State legislators and a minority of the BOE called for an audit covering a longer period done under the supervision of the state rather than the school system. In a move that I believe was extraordinary ill-advised, the BOE majority pushed back, insisting that the school system control the audit. Former Baltimore County Executive Kevin Kamenetz supported the BOE majority, and the move to have an audit done by the state failed. The BOE ultimately agreed that the audit done by the accounting firm that it hired would cover the period from January 1, 2012 to December 31, 2017.

The resistance by the BOE to a fully independent audit raised suspicions that the BOE, or at least certain school officials, had something to hide. The purge of financial disclosure statements initiated in April of this year only heightens those suspicions.

The damage done.

The stewardship of the taxpayer’s money by the Baltimore County Board of Education and the employees of the Baltimore County Public Schools is a matter of extraordinary importance. There are many of us in the County trying to persuade the notoriously tax-adverse citizens of Baltimore County that they must be willing to pay more in taxes to maintain the quality of public schools in the county. Our job just got a lot harder.
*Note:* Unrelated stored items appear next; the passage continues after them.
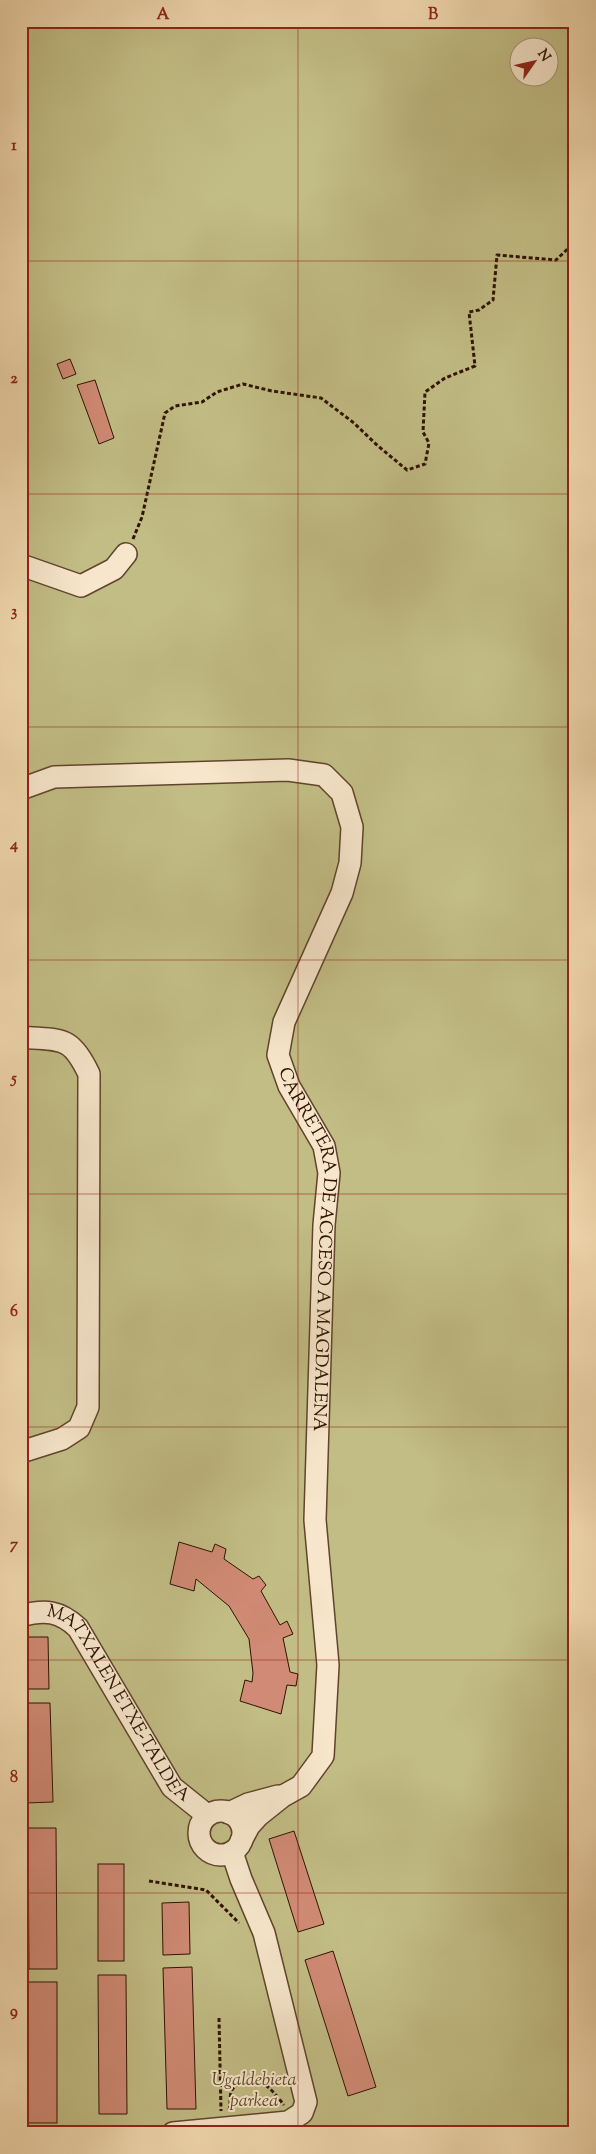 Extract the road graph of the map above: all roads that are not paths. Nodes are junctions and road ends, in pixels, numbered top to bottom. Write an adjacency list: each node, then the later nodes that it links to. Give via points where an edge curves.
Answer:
1 (126, 554): 2 (street, via 114,569 81,586)
2 (21, 565)
3 (21, 789): 7 (street, CARRETERA DE ACCESO A MAGDALENA, via 54,776 288,770 324,775 342,793 352,827 350,863 342,893 284,1022 278,1056 289,1086 324,1146 329,1173 324,1225 315,1520 328,1664 323,1756 302,1786)
4 (21, 1036): 5 (street, via 65,1041 76,1050 90,1074 88,1408 79,1428 62,1439)
5 (21, 1452)
6 (21, 1616): 9 (street, MATXALEN ETXE-TALDEA, via 49,1612 67,1618 78,1628 172,1787)
7 (283, 1796): 8 (street, CARRETERA DE ACCESO A MAGDALENA, via 271,1796); 10 (street, CARRETERA DE ACCESO A MAGDALENA, via 258,1816)
8 (229, 1813): 9 (street, via 218,1811); 10 (street, via 242,1828)
9 (208, 1815): 10 (street, via 202,1821 198,1835 204,1848 218,1855)
10 (237, 1846): 11 (street, via 240,1879 264,1933 306,2102 302,2112 288,2122)
11 (172, 2133)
Parents and taxpayers want assurance that all decisions made by school officials are done in the best interests of the students, and not influenced by the personal interests of educators and administrators. That certainly applies to the procurement of goods and services by the school system, especially as it affects the massive investment that the school system has made in educational technology since 2012, an investment that remains controversial.

The information that has trickled out of the BCPS over the past several years has stoked legitimate fears that school officials had their heads turned by honoraria, consulting fees, trips, lavish entertainment, and resume-padding honors and awards bestowed on them by vendors of goods and services and ed-tech trade organizations. The purge of the financial disclosure statements did nothing to allay those fears.

– David A. Plymyer

David A. Plymyer retired as the County Attorney for Anne Arundel County in 2014. He also served five years as an Assistant State’s Attorney for Anne Arundel County. He now writes on matters of law and local government from his home in Catonsville, Maryland. His email address is dplymyer@comcast.net, and his website is at https://davidplymyer.com/.

[Published as an op-ed by The Baltimore Post on September 4, 2018 but not posted to my blog until October 25, 2018. The date of posting that appears above was backdated to place all posts in the order in which they were written.]